---------- Material for this exercise

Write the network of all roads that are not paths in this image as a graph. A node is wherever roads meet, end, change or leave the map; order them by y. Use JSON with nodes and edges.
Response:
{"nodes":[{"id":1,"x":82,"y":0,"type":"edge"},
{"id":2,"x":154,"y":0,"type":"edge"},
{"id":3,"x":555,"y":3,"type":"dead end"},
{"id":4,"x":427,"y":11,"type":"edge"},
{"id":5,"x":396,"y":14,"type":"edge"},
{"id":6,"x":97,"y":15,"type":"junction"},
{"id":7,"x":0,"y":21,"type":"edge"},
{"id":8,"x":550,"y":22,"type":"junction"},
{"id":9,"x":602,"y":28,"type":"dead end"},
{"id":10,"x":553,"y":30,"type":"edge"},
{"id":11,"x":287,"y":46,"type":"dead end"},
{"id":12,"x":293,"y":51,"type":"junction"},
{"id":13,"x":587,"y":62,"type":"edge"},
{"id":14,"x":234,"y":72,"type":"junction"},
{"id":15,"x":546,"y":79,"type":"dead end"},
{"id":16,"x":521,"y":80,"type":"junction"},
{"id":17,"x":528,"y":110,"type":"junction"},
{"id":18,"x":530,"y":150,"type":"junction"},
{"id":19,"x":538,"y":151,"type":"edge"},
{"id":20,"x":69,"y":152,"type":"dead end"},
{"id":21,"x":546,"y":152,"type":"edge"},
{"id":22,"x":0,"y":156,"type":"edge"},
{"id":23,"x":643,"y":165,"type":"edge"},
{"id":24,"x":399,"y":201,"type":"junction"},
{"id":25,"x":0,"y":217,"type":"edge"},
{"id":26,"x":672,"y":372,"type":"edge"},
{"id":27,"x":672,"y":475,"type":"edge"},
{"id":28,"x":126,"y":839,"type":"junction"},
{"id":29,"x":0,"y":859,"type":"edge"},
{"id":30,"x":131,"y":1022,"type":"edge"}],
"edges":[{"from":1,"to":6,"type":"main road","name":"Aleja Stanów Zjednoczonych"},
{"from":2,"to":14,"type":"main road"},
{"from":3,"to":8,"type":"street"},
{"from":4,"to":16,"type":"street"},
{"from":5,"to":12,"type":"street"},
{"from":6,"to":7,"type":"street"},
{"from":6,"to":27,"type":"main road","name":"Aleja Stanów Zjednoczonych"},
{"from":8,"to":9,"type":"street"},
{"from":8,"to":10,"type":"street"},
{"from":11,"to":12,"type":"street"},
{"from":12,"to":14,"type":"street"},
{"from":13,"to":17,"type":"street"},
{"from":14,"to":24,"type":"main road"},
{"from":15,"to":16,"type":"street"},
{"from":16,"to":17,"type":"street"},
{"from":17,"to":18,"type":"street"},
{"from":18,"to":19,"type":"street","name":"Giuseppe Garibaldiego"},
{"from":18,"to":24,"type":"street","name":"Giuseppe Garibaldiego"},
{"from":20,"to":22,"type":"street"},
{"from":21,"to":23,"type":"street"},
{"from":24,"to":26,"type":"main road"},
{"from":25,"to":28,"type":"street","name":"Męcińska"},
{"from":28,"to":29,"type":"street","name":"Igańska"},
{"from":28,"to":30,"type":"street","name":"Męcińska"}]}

--------------------

Task. Output every record verbatim.

Task solution.
Write the network of all roads that are not paths in this image as a graph. A node is wherever roads meet, end, change or leave the map; order them by y. Use JSON with nodes and edges.
Response:
{"nodes":[{"id":1,"x":82,"y":0,"type":"edge"},
{"id":2,"x":154,"y":0,"type":"edge"},
{"id":3,"x":555,"y":3,"type":"dead end"},
{"id":4,"x":427,"y":11,"type":"edge"},
{"id":5,"x":396,"y":14,"type":"edge"},
{"id":6,"x":97,"y":15,"type":"junction"},
{"id":7,"x":0,"y":21,"type":"edge"},
{"id":8,"x":550,"y":22,"type":"junction"},
{"id":9,"x":602,"y":28,"type":"dead end"},
{"id":10,"x":553,"y":30,"type":"edge"},
{"id":11,"x":287,"y":46,"type":"dead end"},
{"id":12,"x":293,"y":51,"type":"junction"},
{"id":13,"x":587,"y":62,"type":"edge"},
{"id":14,"x":234,"y":72,"type":"junction"},
{"id":15,"x":546,"y":79,"type":"dead end"},
{"id":16,"x":521,"y":80,"type":"junction"},
{"id":17,"x":528,"y":110,"type":"junction"},
{"id":18,"x":530,"y":150,"type":"junction"},
{"id":19,"x":538,"y":151,"type":"edge"},
{"id":20,"x":69,"y":152,"type":"dead end"},
{"id":21,"x":546,"y":152,"type":"edge"},
{"id":22,"x":0,"y":156,"type":"edge"},
{"id":23,"x":643,"y":165,"type":"edge"},
{"id":24,"x":399,"y":201,"type":"junction"},
{"id":25,"x":0,"y":217,"type":"edge"},
{"id":26,"x":672,"y":372,"type":"edge"},
{"id":27,"x":672,"y":475,"type":"edge"},
{"id":28,"x":126,"y":839,"type":"junction"},
{"id":29,"x":0,"y":859,"type":"edge"},
{"id":30,"x":131,"y":1022,"type":"edge"}],
"edges":[{"from":1,"to":6,"type":"main road","name":"Aleja Stanów Zjednoczonych"},
{"from":2,"to":14,"type":"main road"},
{"from":3,"to":8,"type":"street"},
{"from":4,"to":16,"type":"street"},
{"from":5,"to":12,"type":"street"},
{"from":6,"to":7,"type":"street"},
{"from":6,"to":27,"type":"main road","name":"Aleja Stanów Zjednoczonych"},
{"from":8,"to":9,"type":"street"},
{"from":8,"to":10,"type":"street"},
{"from":11,"to":12,"type":"street"},
{"from":12,"to":14,"type":"street"},
{"from":13,"to":17,"type":"street"},
{"from":14,"to":24,"type":"main road"},
{"from":15,"to":16,"type":"street"},
{"from":16,"to":17,"type":"street"},
{"from":17,"to":18,"type":"street"},
{"from":18,"to":19,"type":"street","name":"Giuseppe Garibaldiego"},
{"from":18,"to":24,"type":"street","name":"Giuseppe Garibaldiego"},
{"from":20,"to":22,"type":"street"},
{"from":21,"to":23,"type":"street"},
{"from":24,"to":26,"type":"main road"},
{"from":25,"to":28,"type":"street","name":"Męcińska"},
{"from":28,"to":29,"type":"street","name":"Igańska"},
{"from":28,"to":30,"type":"street","name":"Męcińska"}]}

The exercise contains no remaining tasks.